Left atrial (LA) dilation is an important prognostic indicator in heart failure. CMR provides the gold standard for LA volume estimation using the volumetric short axis Simpson method. However, this requires the acquisition of additional images with breatholding which can be difficult in patients with heart failure. We investigated whether volume calculated by the biplane area-length method from CMR and echocardiography were appropriate alternatives in a cohort of patients with heart failure and preserved ejection fraction (HFpEF).

Methods

25 patients with HFpEF (age 74 ± 6 years, 15 male) underwent up to 3 CMR and 3 echocardiography studies each giving a total of 72 scans for each modality. CMR and echo were undertaken the same day. SSFP cine imaging with contiguous stack of short-axis images across the LA was taken to calculate LA volume using Simpson method. Standard 2 chamber and 4 chamber were also obtained to calculate LA volume using biplane area-length method from both CMR and echo. The biplane area-length method volume was calculated using the equation 8/3π*A1*A2*L where A1 and A2 were the areas in the 2 and 4 chamber and L was the shortest linear measurement parallel to the atrial septum in the 2 or 4 chamber view.

Results

72 studies were performed in total. 43 studies were performed during Atrial Fibrillation (AF), and 29 in sinus rhythm (SR). The absolute LA volumes using the three methods with the standard deviation are shown in Figure 1. Compared to the volumetric short axis technique, the echo area-length method underestimated LA volume in both SR (p=0.0009) and AF (p=<0.0001). CMR area-length showed a trend to overestimation of the LA volume in SR (p=0.053) but not in AF (p=0.927).

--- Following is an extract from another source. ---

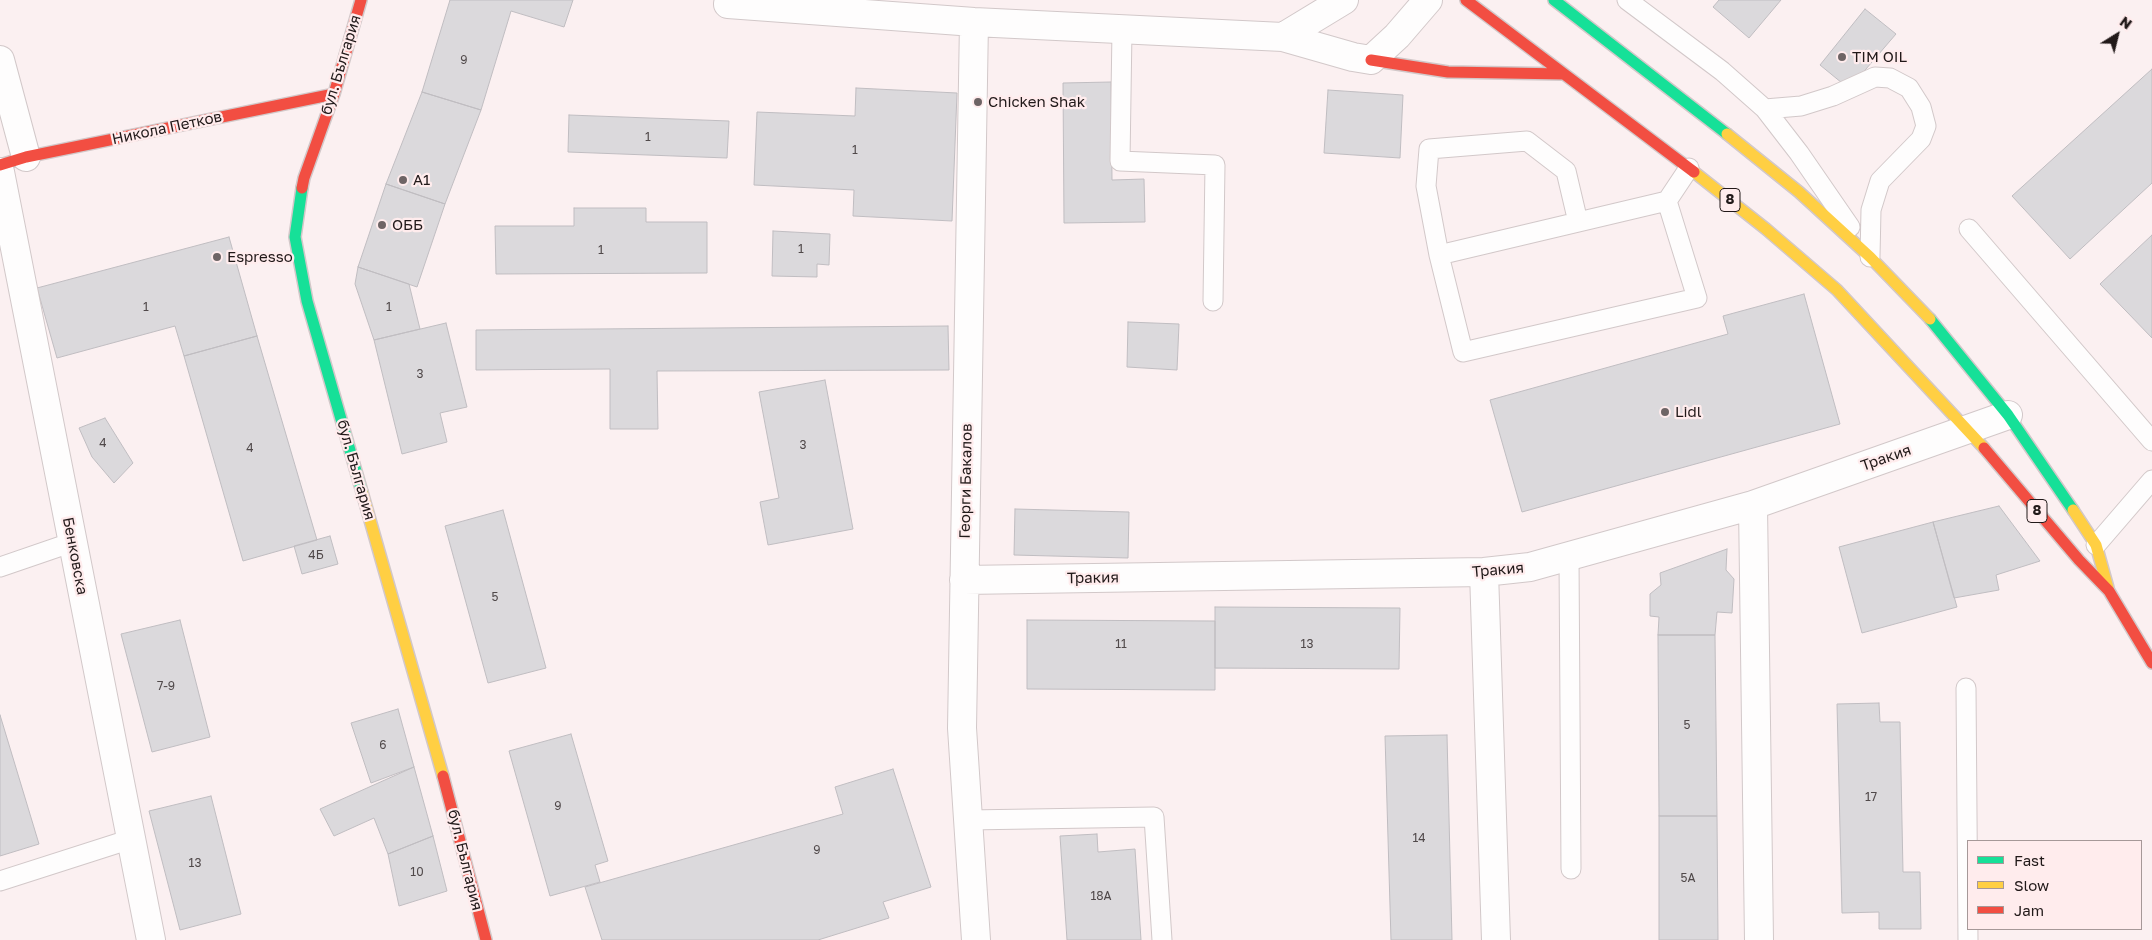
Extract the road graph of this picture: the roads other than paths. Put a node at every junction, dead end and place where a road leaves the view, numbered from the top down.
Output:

Intraclass correlation coefficients (ICC) and mean bias with 95% confidence intervals using the Bland-Altman plot method between the techniques are presented in the Tables in Figure 1 and 2. There was good agreement between LA volume derived from short axis stacks and the area-length method on CMR (ICC=0.94), and this relationship was preserved in patients with AF. Comparison of LA volume derived from echocardiography with the CMR short axis stack suggested good agreement when the LA volume was normal but a trend to systematic underestimation by echocardiography in patients with pathological left atrial enlargement (Figure 1). This trend was more pronounced in patients with AF.
Figure 1
Figure 1

Table on the left showing the LA volume as estimated using area-length method from CMR and echocardiography comparing these to the gold standard CMR Simpson method. On the right, Bland-Altman of the Echo LA size compared to the CMR Simpson, showing that at normal volumes echocardiography performs well. However at higher LA volumes (>150 mls) echocardiography systematically underestimates compared to the gold standard.

Figure 2
Figure 2

Table showing the correlation between the three methods in the SR, AF and the combination of the two. CMR area-length method provided an accurate alternative to the gold standard, whereas echocardiography was less reliable particularly in AF.

Conclusions

In a cohort of patients with HFpEF, CMR area-length method for estimating LA volume in both SR and AF correlated and agreed well with the gold standard CMR Simpson LA volumetric stack method. This suggests that in patients with HFpEF area-length volume calculation of LA is reliable and can be considered to shorten scan duration. Echocardiographic data, especially in AF, appeared less accurate.

Authors’ Affiliations

(1)
CMR, Royal Brompton Hospital, London, United Kingdom
(2)
National Heart and Lung Institute, Imperial College London, London, United Kingdom

Copyright

© Vassiliou et al. 2016

This article is published under license to BioMed Central Ltd. This is an Open Access article distributed under the terms of the Creative Commons Attribution License (http://creativecommons.org/licenses/by/4.0), which permits unrestricted use, distribution, and reproduction in any medium, provided the original work is properly cited. The Creative Commons Public Domain Dedication waiver (http://creativecommons.org/publicdomain/zero/1.0/) applies to the data made available in this article, unless otherwise stated.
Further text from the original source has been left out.